Convaincus, ainsi que vous devez l'être, de cette barbare inégalité, n'aggravez donc pas votre injustice en punissant celui qui n'a rien d'avoir osé dérober quelque chose à celui qui a tout ; votre inéquitable serment lui en donne plus le droit que jamais. On le contraignant au parjure par ce serment absurde pour lui, vous légitimez tous les crimes où le portera ce parjure ; il ne vous appartient donc plus de punir ce dont vous avez été la cause. Je n'en dirai pas davantage pour faire sentir la cruauté horrible qu'il y a à punir les voleurs. Imitez la loi sage du peuple dont je viens de parler : punissez l'homme assez négligent pour se laisser voler, mais ne prononcez aucune espèce de peine contre celui qui vole ; songez que votre serment l'autorise à cette action et qu'il n'a fait, en s'y livrant, que suivre le premier et le plus sacré des mouvement de la nature, celui de conserver sa propre existence, n'importe aux dépens de qui.

Les délits que nous venons d'examiner dans cette seconde classe des devoirs de l'homme envers ses semblables consistent dans les actions que peut faire entreprendre le libertinage, parmi lesquelles se distinguent particulièrement comme plus attentatoires à ce que chacun doit aux autres la prostitution, l'adultère, l'inceste, le viol, la sodomie. Nous ne devons certainement pas douter que tout ce qui s'appelle crimes moraux, c'est-à-dire toutes les actions de l'espèce de celles que nous venons de citer, ne soient parfaitement indifférentes dans un gouvernement dont le seul devoir consiste à conserver, par tel moyen que ce puisse être, la forme essentielle à son maintien: voilà l'unique morale d'un gouvernement républicain.

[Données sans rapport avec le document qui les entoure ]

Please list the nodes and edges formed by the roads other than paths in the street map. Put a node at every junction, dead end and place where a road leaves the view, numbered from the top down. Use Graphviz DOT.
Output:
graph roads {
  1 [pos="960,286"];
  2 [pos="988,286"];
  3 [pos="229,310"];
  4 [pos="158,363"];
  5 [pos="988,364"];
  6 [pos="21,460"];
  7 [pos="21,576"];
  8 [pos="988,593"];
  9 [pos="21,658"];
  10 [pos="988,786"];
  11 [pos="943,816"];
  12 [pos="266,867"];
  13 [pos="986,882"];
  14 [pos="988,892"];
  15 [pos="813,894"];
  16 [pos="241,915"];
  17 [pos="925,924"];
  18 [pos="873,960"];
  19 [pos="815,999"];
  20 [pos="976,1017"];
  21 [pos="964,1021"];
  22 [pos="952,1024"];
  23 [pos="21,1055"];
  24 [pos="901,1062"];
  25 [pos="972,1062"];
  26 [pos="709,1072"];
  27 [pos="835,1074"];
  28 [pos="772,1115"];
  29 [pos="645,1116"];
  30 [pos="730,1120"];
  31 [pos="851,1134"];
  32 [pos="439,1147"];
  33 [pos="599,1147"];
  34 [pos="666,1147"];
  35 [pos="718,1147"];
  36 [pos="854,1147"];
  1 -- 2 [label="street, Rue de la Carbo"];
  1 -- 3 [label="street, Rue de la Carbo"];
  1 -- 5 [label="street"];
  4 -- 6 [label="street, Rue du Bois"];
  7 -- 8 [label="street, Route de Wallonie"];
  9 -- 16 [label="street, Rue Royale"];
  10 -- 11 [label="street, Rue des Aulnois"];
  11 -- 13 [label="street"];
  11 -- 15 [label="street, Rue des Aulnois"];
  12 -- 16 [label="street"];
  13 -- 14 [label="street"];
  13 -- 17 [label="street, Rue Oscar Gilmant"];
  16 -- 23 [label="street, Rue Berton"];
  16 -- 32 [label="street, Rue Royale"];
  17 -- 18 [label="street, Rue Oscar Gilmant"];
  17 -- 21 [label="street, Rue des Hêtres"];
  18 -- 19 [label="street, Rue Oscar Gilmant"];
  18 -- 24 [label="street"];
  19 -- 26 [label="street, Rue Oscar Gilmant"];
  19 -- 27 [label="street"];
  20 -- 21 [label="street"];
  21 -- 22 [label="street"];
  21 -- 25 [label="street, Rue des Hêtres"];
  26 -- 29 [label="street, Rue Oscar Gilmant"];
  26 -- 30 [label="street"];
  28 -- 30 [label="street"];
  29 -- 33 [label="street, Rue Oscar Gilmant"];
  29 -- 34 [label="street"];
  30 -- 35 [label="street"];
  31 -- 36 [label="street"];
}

Or, puisqu'il est toujours contrarié par les despotes qui l'environnent, on ne saurait imaginer raisonnablement que ses moyens conservateurs puissent être des moyens moraux, car il ne se conservera que par la guerre, et rien n'est moins moral que la guerre.

Maintenant, je demande comment on parviendra à démontrer que, dans un État immoral par ses obligations, il soit essentiel que les individus soit moraux? Je dis plus : il est bon qu'ils ne le soient pas. Les législateurs de la Grèce avaient parfaitement senti l'importante nécessité de gangrener les membres, pour que, leur dissolution morale influant sur celle utile à la machine, il en résultât l'insurrection toujours indispensable dans un gouvernement qui, parfaitement heureux comme !e gouvernement républicain, doit nécessairement exciter la haine et la jalousie de tout ce qui l'entoure. L'insurrection, pensaient ces sages législateurs, n'est point un état moral; elle doit être pourtant l'état permanent d'une république ; il serait donc aussi absurde que dangereux d'exiger que ceux qui doivent maintenir le perpétuel ébranlement immoral de la machine fussent eux-mêmes des êtres moraux, parce que l'état moral d'un homme est un état de paix et de tranquillité, au lieu que son état immoral est un état de mouvement perpétuel, qui le rapproche de l'insurrection nécessaire, dans laquelle il faut que le républicain tienne toujours le gouvernement dont il est membre.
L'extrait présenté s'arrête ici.